Un aspetto interessante è stato il consenso generale (tra gli intervenuti ma anche tra il pubblico) su una constatazione ormai diffusa: il livello della politica nella prima Repubblica era incomparabilmente superiore. Perché? Anche su questo, tutti hanno concordato: perché erano vivi i grandi partiti eredi delle diverse tradizioni e culture che hanno promosso la Costituzione, la ricostruzione e il decollo economico del Paese.

Intini ha aggiunto due considerazioni. Primo. La crisi dei partiti tradizionali è generale nel mondo, ma in Italia siamo addirittura alla loro scomparsa. Ciò è particolarmente grave perché da noi storicamente sono in parte mancati i collanti della Nazione efficaci altrove: una borghesia con forte senso dello Stato, forze armate prestigiose, un corpo di civil servant rispettato, università meritocratiche e selettive.
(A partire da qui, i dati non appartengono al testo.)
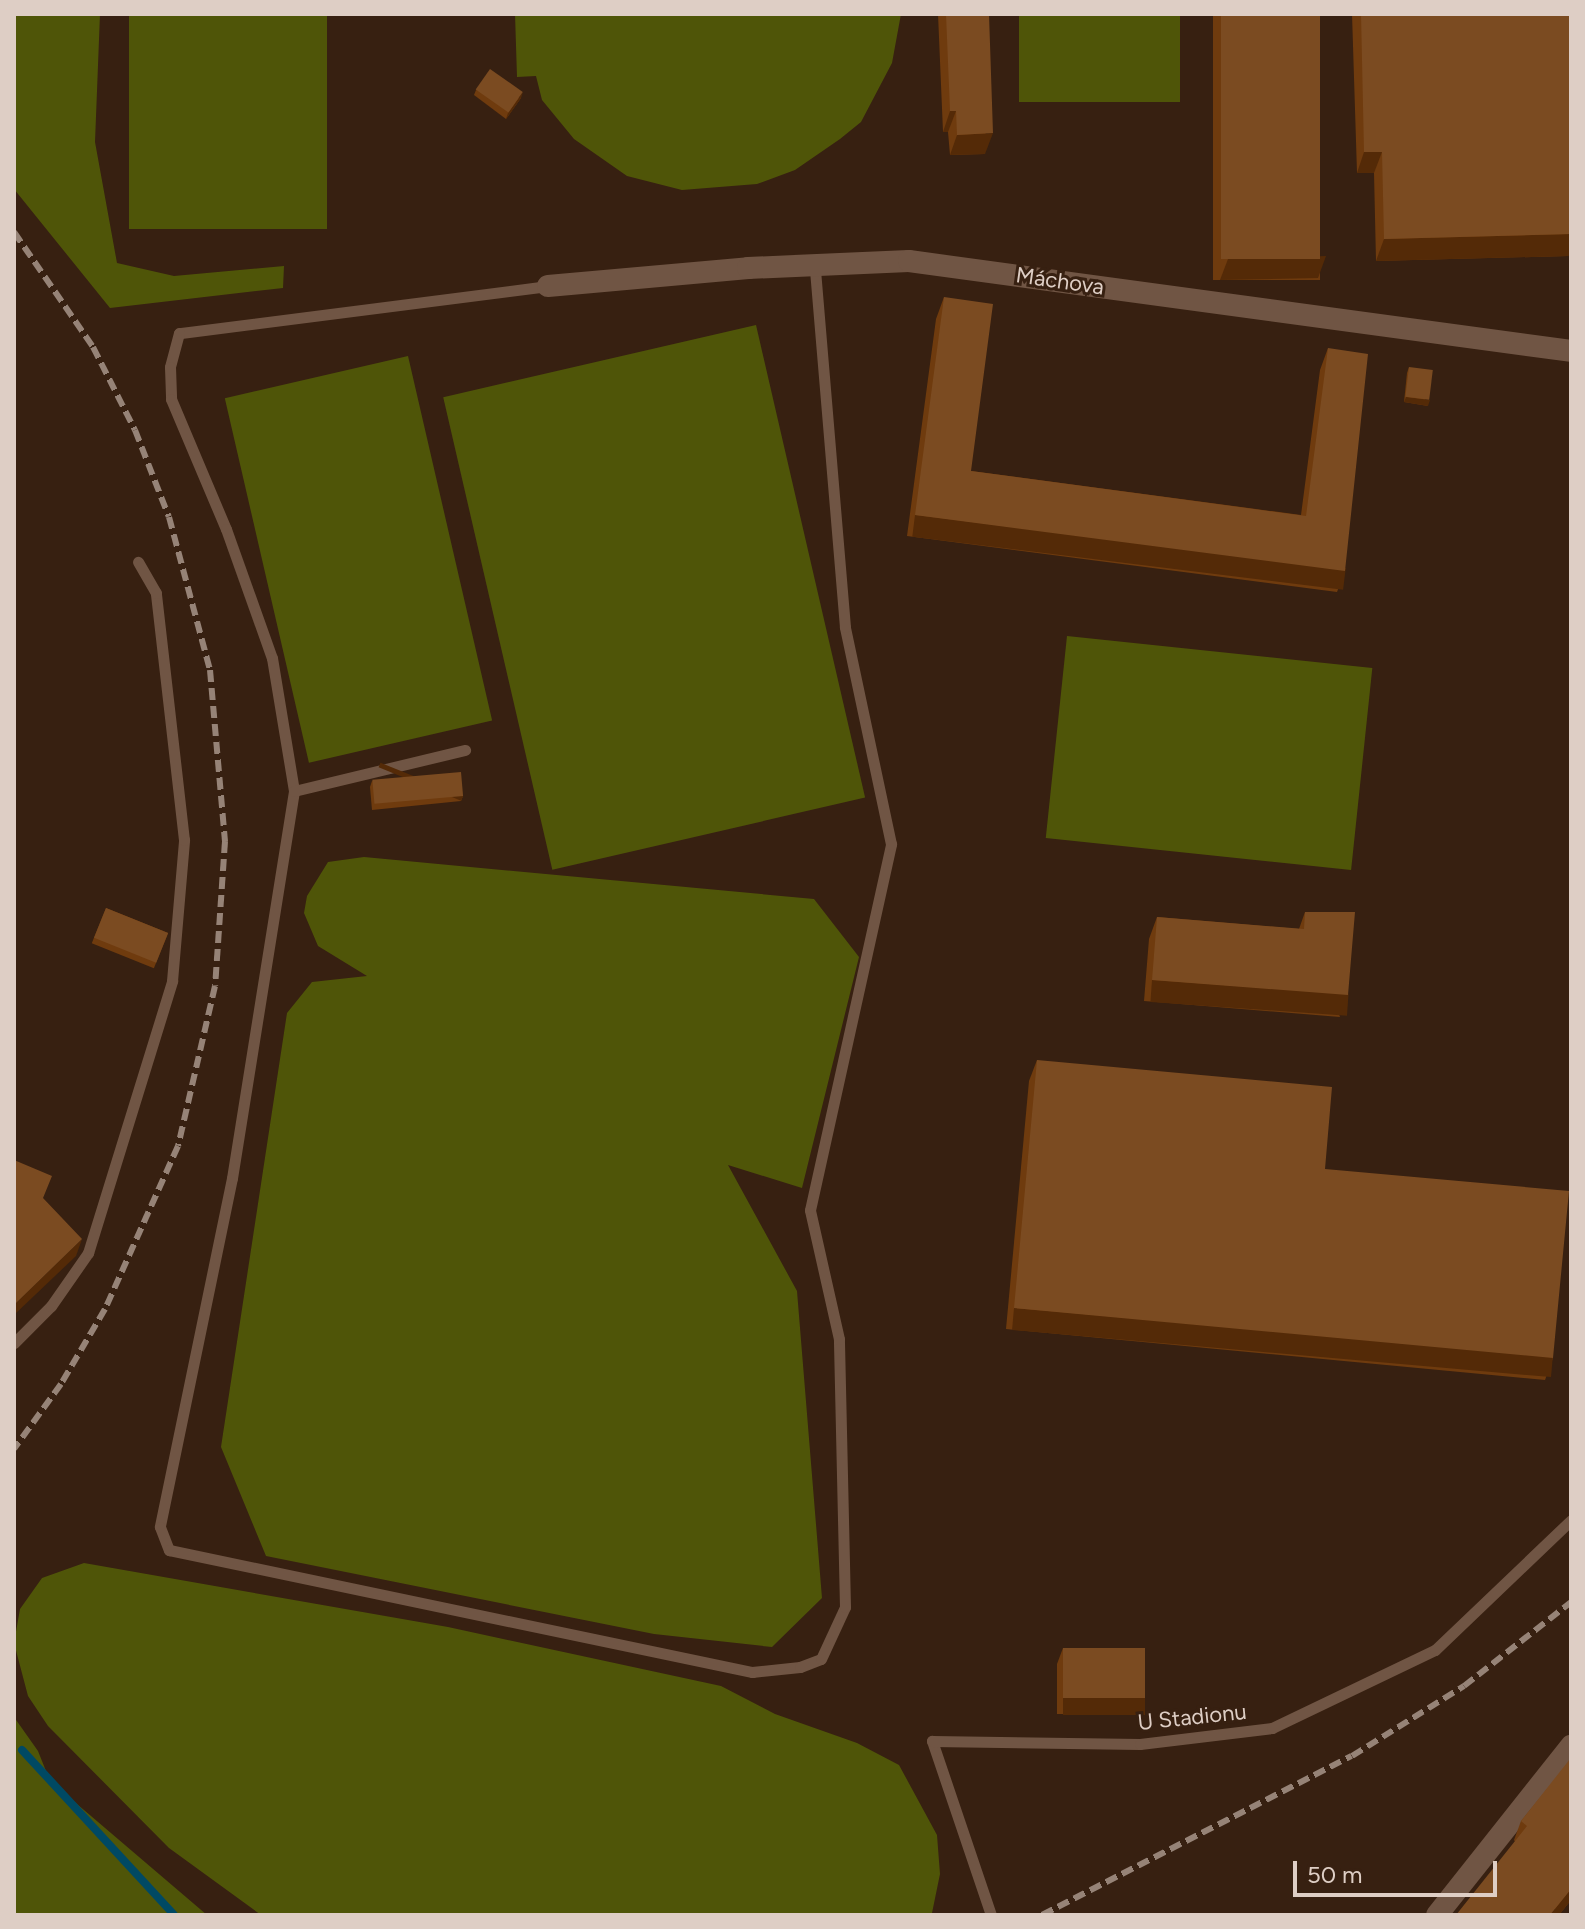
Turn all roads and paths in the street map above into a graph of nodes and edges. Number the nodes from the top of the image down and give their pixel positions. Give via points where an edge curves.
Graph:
1 (815, 267) junction
2 (548, 286) joint
3 (1571, 351) edge
4 (138, 562) dead end
5 (465, 750) dead end
6 (294, 791) junction
7 (14, 1343) edge
8 (1571, 1520) edge
9 (1571, 1746) edge
10 (991, 1915) edge
11 (1437, 1915) edge

1 - 2 street, Máchova
1 - 3 street, Máchova via 909,261
1 - 6 lane via 845,627 891,844 810,1210 839,1339 844,1395 845,1607 821,1659 752,1672 169,1550 160,1527 232,1178
2 - 6 lane via 179,333 170,367 171,399 226,529 272,658
4 - 7 lane via 156,593 184,840 172,981 88,1253 51,1306
5 - 6 lane
8 - 10 lane, U Stadionu via 1435,1650 1272,1728 1140,1744 932,1741
9 - 11 street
I partiti sono stati il principale cemento della società italiana e la loro distruzione ne ha fatto perciò precipitare il degrado. Secondo. Sarebbe ingeneroso attribuire semplicemente alla scarsa qualità personale degli uomini politici lo spettacolo devastante di oggi. Anche nella prima Repubblica il livello di molti poteva essere modesto, ma i partiti che stavano alle loro spalle assicuravano comunque carisma, know how ed esperienza.
E adesso? Che fare? Tutti hanno convenuto sul fatto che il Movimento 5 Stelle ha sostanzialmente delegittimato il Parlamento e che la crisi della democrazia sta precipitando.

Intini sostiene che bisogna “peggiorare per non perire”. In una fase transitoria, bisogna prendere atto che non esistono più politica, destra e sinistra, regole e razionalità democratica. 5 Stelle e Lega non sono “populisti“. Chiamiamo le cose con il loro nome: sono antidemocratici. Hanno vinto e stretto un patto di puro potere conciliando spregiudicatamente gli opposti. Hanno imposto schemi semplici: gli onesti contro i disonesti, i nuovi contro i vecchi, la gente contro le elite. Bisogna cacciarli con semplificazioni altrettanto brutali: le persone per bene contro gli avventurieri, i competenti contro gli inetti, le persone raziocinanti contro gli scriteriati. Questo è il livello della politica e a questo dobbiamo adeguarci. Le persone per bene da contrapporre all’onda giallo verde che sta travolgendo la democrazia e l’economia vanno unite fuori dagli schemi tradizionali (validi ovunque ma purtroppo non più in Italia). Vanno cercate all’estrema sinistra, a sinistra, al centro e a destra. Non importa. Ciò che importa, nella emergenza, è unire tutti per evitare il baratro. Poi si vedrà. D’altronde, è vero che i gialloverdi non sono i fascisti. Ma è anche vero che sono la minaccia del momento alla democrazia. E che sempre, di fronte al pericolo, nel secolo scorso (in Italia e in Europa) si è vinto soltanto quando si è trovata l’unità: dai comunisti ai monarchici, passando per i socialisti, i cristiani e i liberali.